向宽处行 - 宽 means wide, but on a higher level, it means to have an open mind. A mind that is constantly expanding is like a road that grows wider and wider. Even in English, we have idioms such as “Don’t go down a narrow road”, implying that we should not limit ourselves to a corner. The quote ends with this phrase, indicating that we should knowingly expand our path of opportunities while moving forward in life.

In addition to the fantastic ideas presented, 左宗棠’s quote contains details that my English translations simply do not do justice. Observe the parallelism in the original quote:

[line 1] 发上等愿,结中等缘,享下等福

[line 2] 择高处立,寻平处住,向宽处行

In the first line, “上, 中, 下” are all the second characters; however, they are also all prepositions, meaning top, middle, and bottom. In the second line, “高, 平, 宽” are all adjectives, meaning high, flat, wide.

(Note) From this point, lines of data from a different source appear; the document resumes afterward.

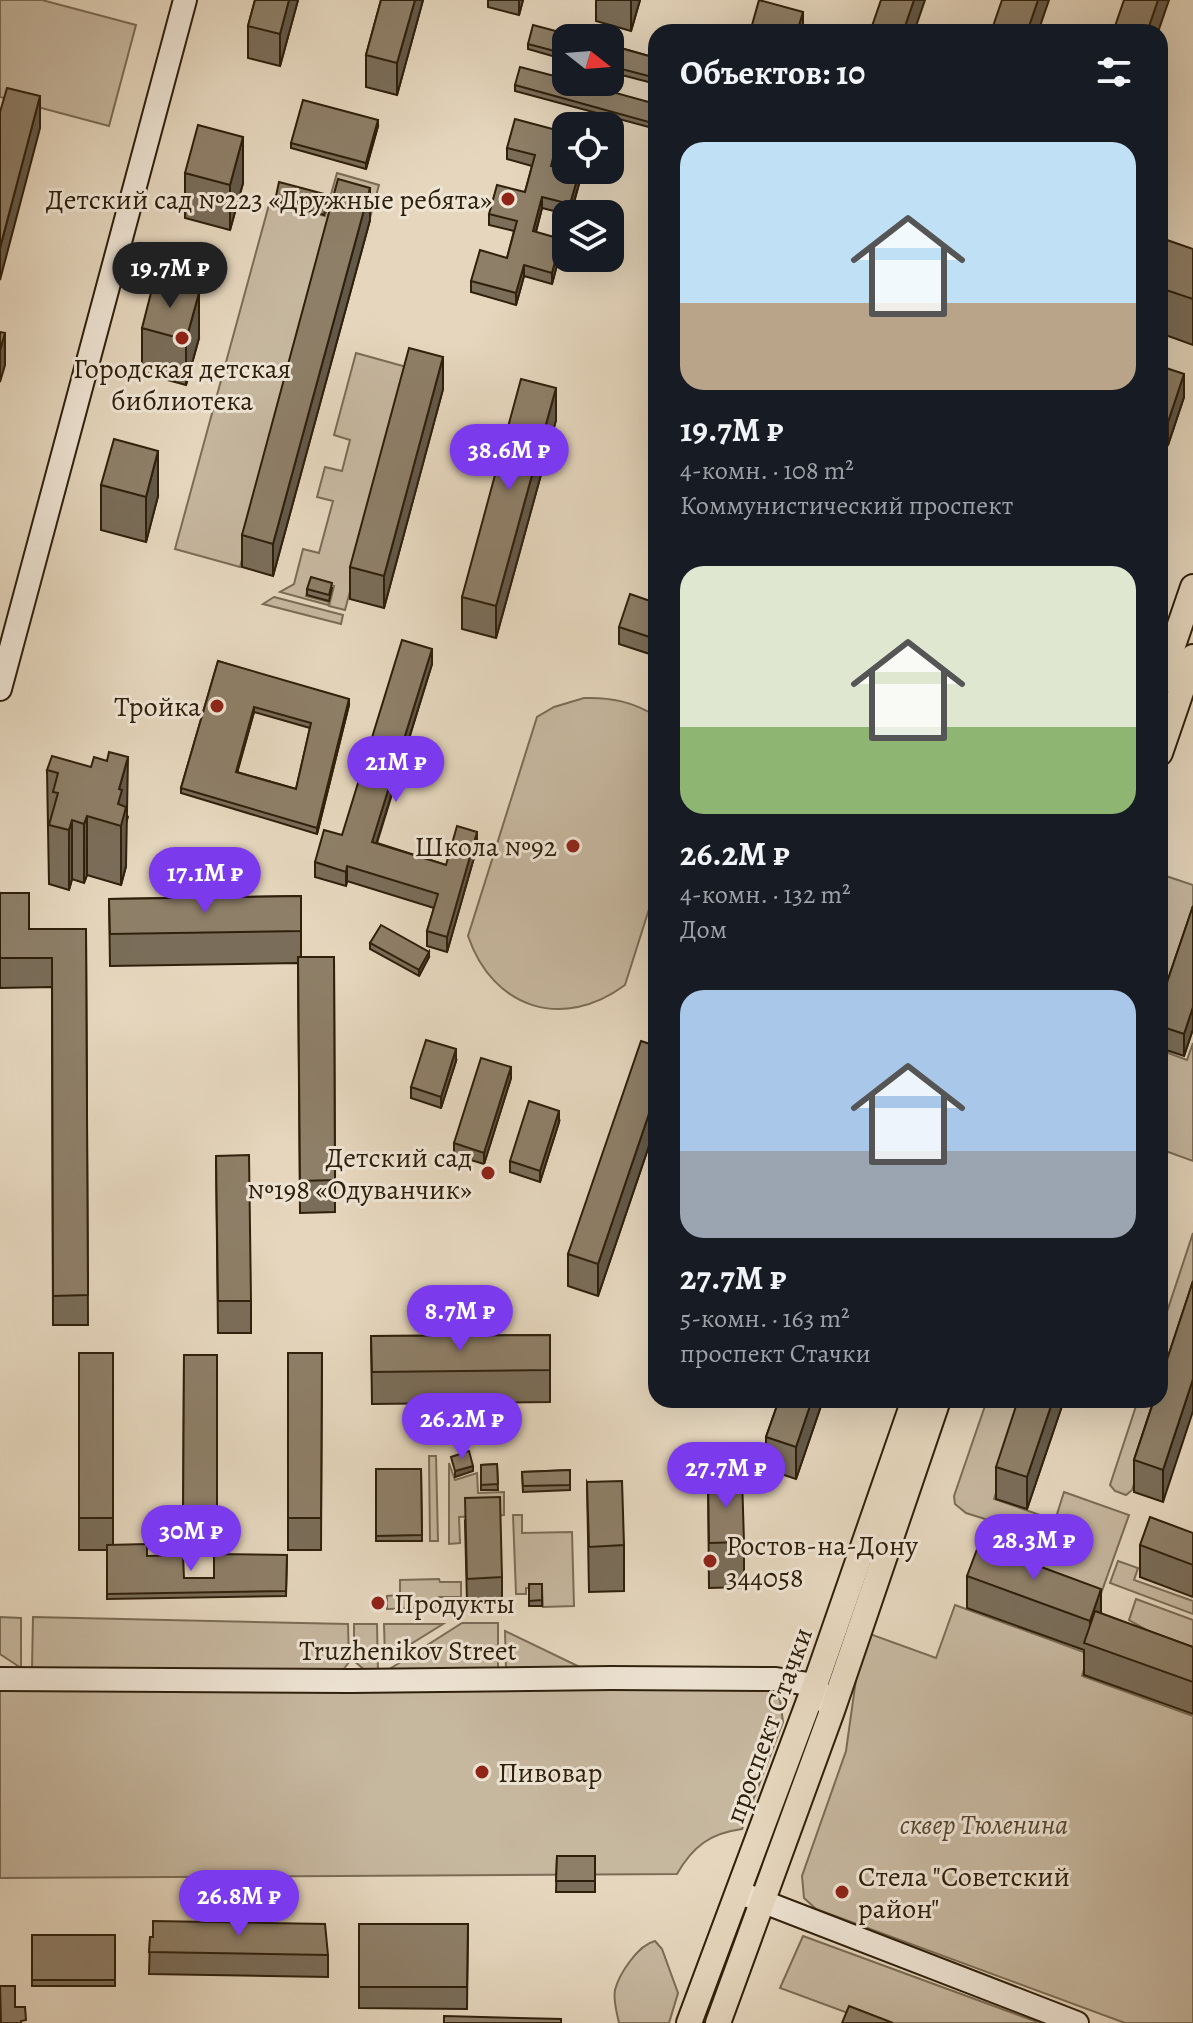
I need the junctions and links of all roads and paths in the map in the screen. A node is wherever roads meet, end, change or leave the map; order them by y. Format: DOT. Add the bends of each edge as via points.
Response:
graph roads {
  1 [pos="185,0"];
  2 [pos="1193,587"];
  3 [pos="1193,657"];
  4 [pos="1168,660"];
  5 [pos="0,689"];
  6 [pos="1168,730"];
  7 [pos="911,1408"];
  8 [pos="935,1408"];
  9 [pos="0,1679"];
  10 [pos="815,1685"];
  11 [pos="832,1711"];
  12 [pos="739,1892"];
  13 [pos="764,1902"];
  14 [pos="689,2023"];
  15 [pos="718,2023"];
  16 [pos="1077,2023"];
  1 -- 5 [label="main road"];
  2 -- 4 [label="main road"];
  3 -- 6 [label="main road"];
  7 -- 10 [label="main road, проспект Стачки"];
  8 -- 11 [label="main road, проспект Стачки"];
  9 -- 10 [label="main road, Truzhenikov Street" via="776,1679"];
  10 -- 11 [label="main road"];
  10 -- 12 [label="main road, проспект Стачки"];
  11 -- 13 [label="main road, проспект Стачки"];
  12 -- 13 [label="main road"];
  12 -- 14 [label="main road, проспект Стачки"];
  13 -- 15 [label="main road, проспект Стачки"];
  13 -- 16 [label="main road"];
}
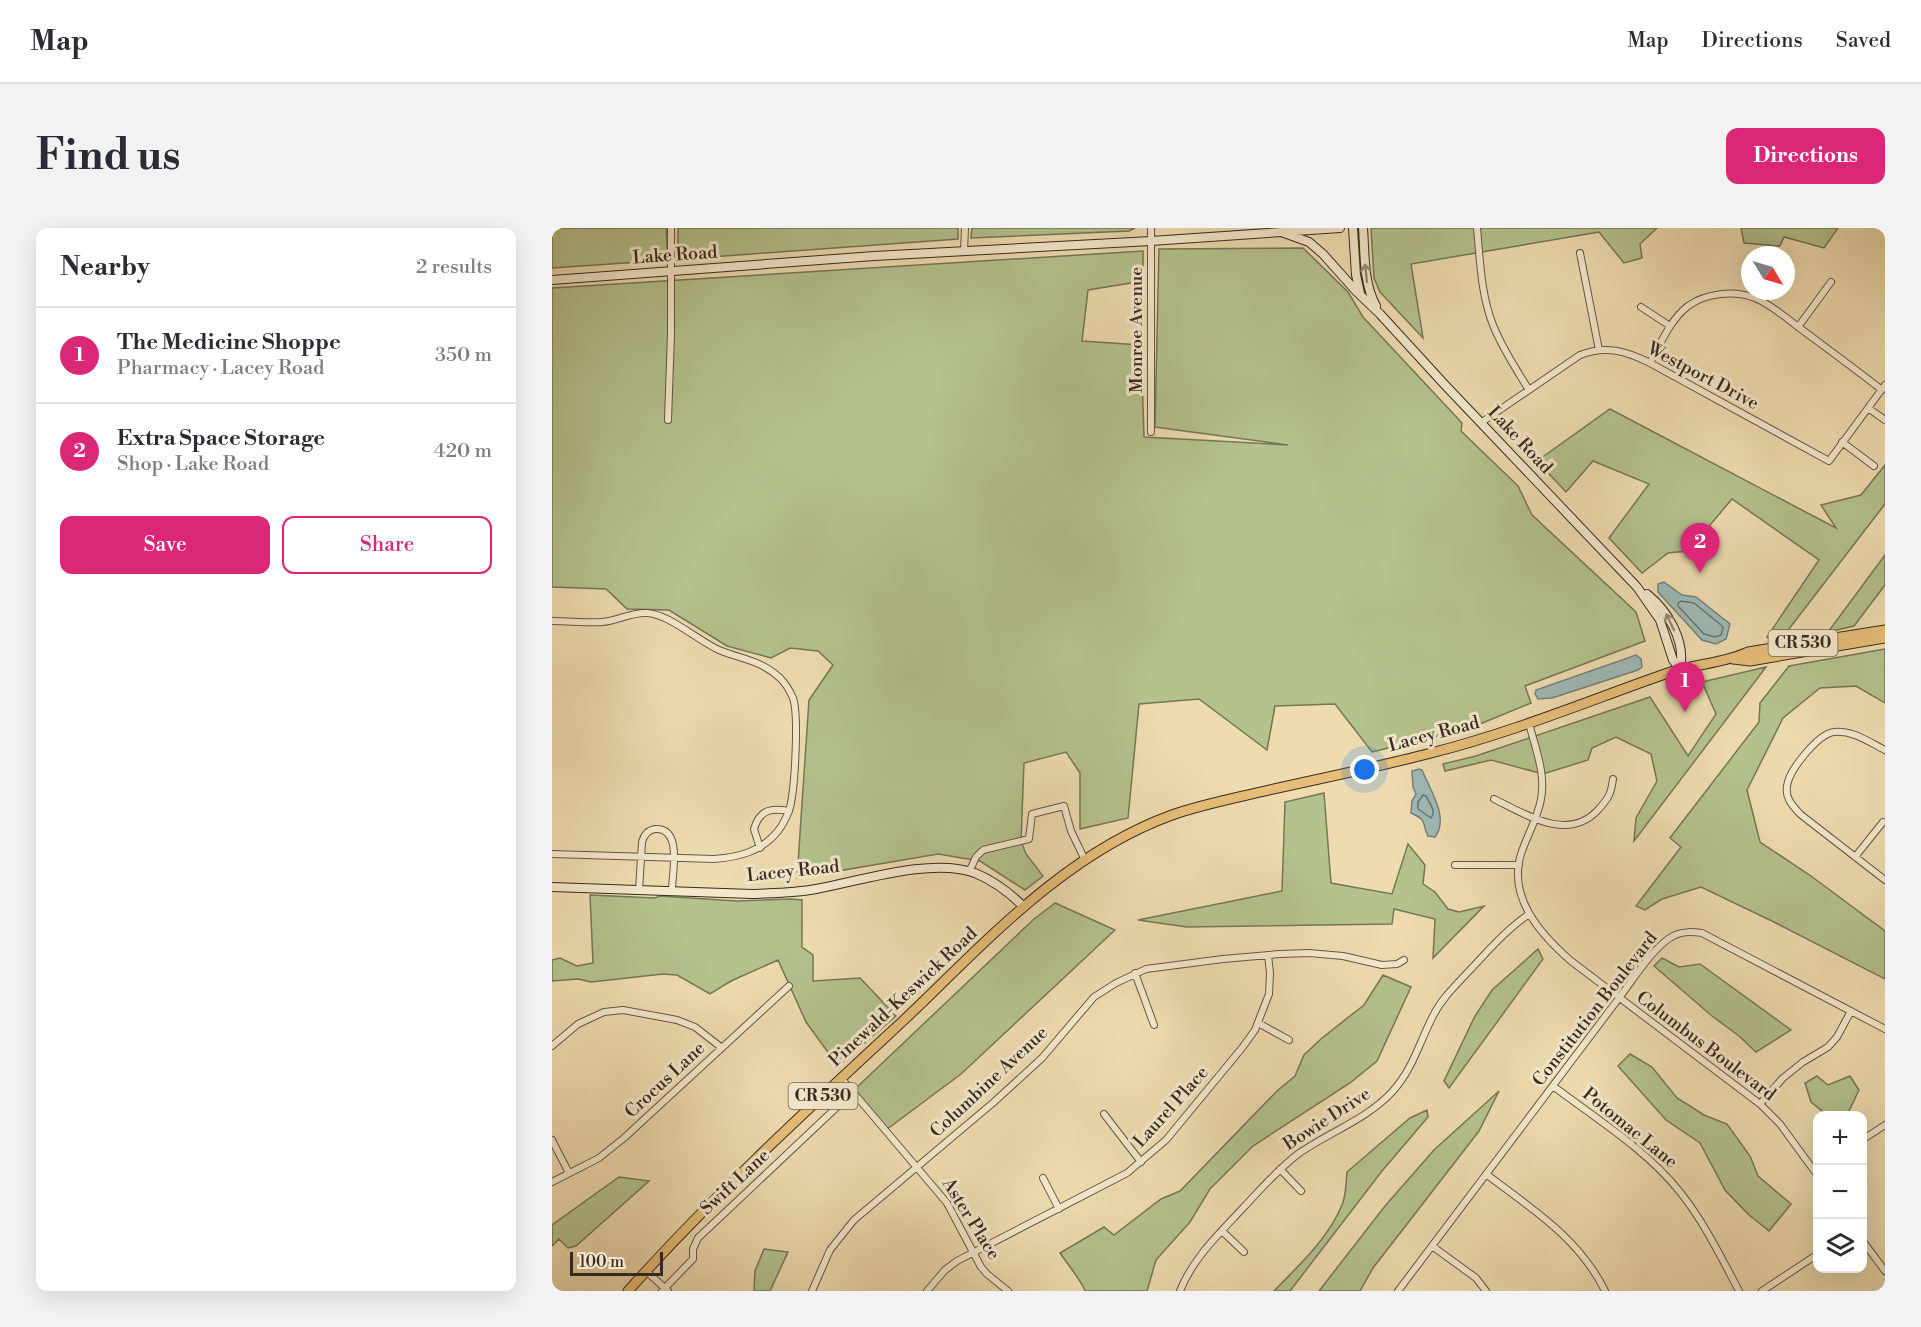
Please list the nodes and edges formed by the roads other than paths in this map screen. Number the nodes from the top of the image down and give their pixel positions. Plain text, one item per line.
1 (671, 228) edge
2 (965, 228) edge
3 (1151, 228) edge
4 (1340, 228) edge
5 (1353, 228) edge
6 (1363, 228) edge
7 (1477, 228) edge
8 (1280, 231) junction
9 (1151, 241) junction
10 (964, 251) junction
11 (1580, 253) dead end
12 (672, 272) junction
13 (552, 280) edge
14 (1831, 282) dead end
15 (1362, 296) junction
16 (1641, 307) dead end
17 (1380, 314) junction
18 (1670, 326) junction
19 (1798, 327) junction
20 (1599, 350) junction
21 (1650, 363) junction
22 (1883, 388) edge
23 (1529, 390) junction
24 (1868, 408) junction
25 (668, 420) dead end
26 (1885, 420) edge
27 (1482, 422) junction
28 (1151, 432) dead end
29 (1842, 442) junction
30 (1874, 466) dead end
31 (552, 621) edge
32 (1880, 635) edge
33 (1680, 669) junction
34 (1529, 723) junction
35 (1885, 750) edge
36 (1613, 779) dead end
37 (1494, 800) dead end
38 (789, 811) junction
39 (1535, 818) junction
40 (1883, 822) dead end
41 (760, 848) junction
42 (552, 854) edge
43 (641, 857) junction
44 (1855, 857) junction
45 (673, 858) junction
46 (1085, 860) junction
47 (1455, 865) dead end
48 (1519, 865) junction
49 (969, 872) junction
50 (1885, 880) edge
51 (552, 887) edge
52 (639, 890) junction
53 (672, 891) junction
54 (1024, 907) junction
55 (1529, 914) junction
56 (1268, 955) junction
57 (1404, 960) dead end
58 (1135, 973) junction
59 (789, 986) dead end
60 (1619, 998) junction
61 (1851, 1011) junction
62 (1258, 1023) junction
63 (1154, 1025) dead end
64 (1885, 1029) edge
65 (1289, 1040) dead end
66 (552, 1046) edge
67 (722, 1048) junction
68 (842, 1078) junction
69 (1553, 1086) junction
70 (1760, 1104) junction
71 (838, 1106) dead end
72 (1104, 1114) dead end
73 (1885, 1125) edge
74 (1867, 1137) edge
75 (552, 1140) edge
76 (1142, 1162) junction
77 (916, 1167) junction
78 (1280, 1169) junction
79 (1813, 1169) edge
80 (569, 1173) junction
81 (1486, 1174) junction
82 (1043, 1178) dead end
83 (552, 1182) edge
84 (1301, 1191) dead end
85 (1059, 1209) junction
86 (1222, 1231) junction
87 (1432, 1246) junction
88 (1867, 1246) edge
89 (1244, 1251) dead end
90 (972, 1253) junction
91 (1813, 1257) edge
92 (646, 1271) junction
93 (1885, 1271) edge
94 (665, 1290) edge
95 (628, 1291) edge
96 (812, 1291) edge
97 (927, 1291) edge
98 (1008, 1291) edge
99 (1180, 1291) edge
100 (1398, 1291) edge
101 (1486, 1291) edge
102 (1605, 1291) edge
103 (1738, 1291) edge
104 (1762, 1291) edge

1 - 12 street
2 - 10 street
3 - 9 street, Monroe Avenue
4 - 8 street, Lake Road
5 - 15 street
17 -> 6 street, Lake Road
7 - 23 street
8 - 9 street, Lake Road
8 - 15 street, Lake Road
9 - 10 street, Lake Road
9 - 28 street, Monroe Avenue
10 - 12 street, Lake Road
11 - 20 street
12 - 13 street, Lake Road
12 - 25 street
14 - 19 street
15 - 17 street, Lake Road
16 - 18 street
17 - 27 street, Lake Road
18 - 19 street
18 - 21 street
19 - 22 street
20 - 21 street, Westport Drive
20 - 23 street
21 - 29 street, Westport Drive
22 - 24 street, Westport Drive
23 - 27 street
24 - 26 street
24 - 29 street, Westport Drive
27 - 33 street, Lake Road
29 - 30 street
31 - 38 street
32 - 33 main road, Lacey Road / CR 530
33 - 34 main road, Lacey Road / CR 530
34 - 39 street
34 - 46 main road, Lacey Road / CR 530
35 - 44 street
36 - 39 street
37 - 39 street
38 - 41 street
38 - 41 street
39 - 48 street
40 - 44 street
41 - 45 street
42 - 43 street
43 - 45 street
43 - 45 street
43 - 52 street
44 - 50 street
45 - 53 street
46 - 49 street
46 - 54 main road, CR 530
47 - 48 street
48 - 55 street, Columbus Boulevard
49 - 53 street, Lacey Road
49 - 54 street, Lacey Road
51 - 52 street, Lacey Road
52 - 53 street, Lacey Road
54 - 68 main road, Pinewald-Keswick Road / CR 530
55 - 60 street, Columbus Boulevard
55 - 78 street, Bowie Drive
56 - 57 street, Columbine Avenue
56 - 58 street, Columbine Avenue
56 - 62 street, Laurel Place
58 - 63 street
58 - 77 street, Columbine Avenue
59 - 67 street, Crocus Lane
60 - 61 street, Constitution Boulevard
60 - 69 street, Constitution Boulevard
60 - 70 street, Columbus Boulevard
61 - 64 street, Constitution Boulevard
61 - 70 street
62 - 65 street
62 - 76 street, Laurel Place
66 - 67 street
67 - 80 street, Crocus Lane
68 - 77 street, Aster Place
68 - 92 main road, Pinewald-Keswick Road / CR 530
69 - 81 street, Constitution Boulevard
69 - 103 street, Potomac Lane
70 - 79 street, Columbus Boulevard
71 - 94 street, Swift Lane
72 - 76 street
73 - 74 street
75 - 80 street
76 - 85 street, Laurel Place
77 - 90 street, Aster Place
77 - 96 street, Columbine Avenue
78 - 84 street
78 - 86 street, Bowie Drive
80 - 83 street, Crocus Lane
81 - 87 street, Constitution Boulevard
81 - 102 street
82 - 85 street
85 - 90 street, Laurel Place
86 - 89 street
86 - 99 street, Bowie Drive
87 - 100 street, Constitution Boulevard
87 - 101 street
88 - 93 street
90 - 97 street, Laurel Place
90 - 98 street, Aster Place
91 - 104 street
92 - 94 street
92 - 95 main road, Pinewald-Keswick Road / CR 530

In addition, the first character of each phrase, “发, 结, 享, 择, 寻, 向”, are ALL Chinese verb characters, continuing the parallelism. More examples include “上等, 中等, 下等” in line 1, which are all phrases that describe rank, and “高处, 平处, 宽处” in line 2, which are all phrases that describe location. The last character of each phrase in line 1,“愿,缘,福”, are all nouns, while the last character of each phrase in line 2, “立,住,行”, are all verbs.

All of these observations just goes to show the beautiful patterns and intricacies present in these two lines.

In 24 characters, 左宗棠 summarized his philosophy on how to live life; he did it with such expressiveness, elegance, and eloquence. This quote really exemplifies the beauty of the Chinese language, but I am sure there is much more to discover.

Thank you, 左宗棠, for your life advice.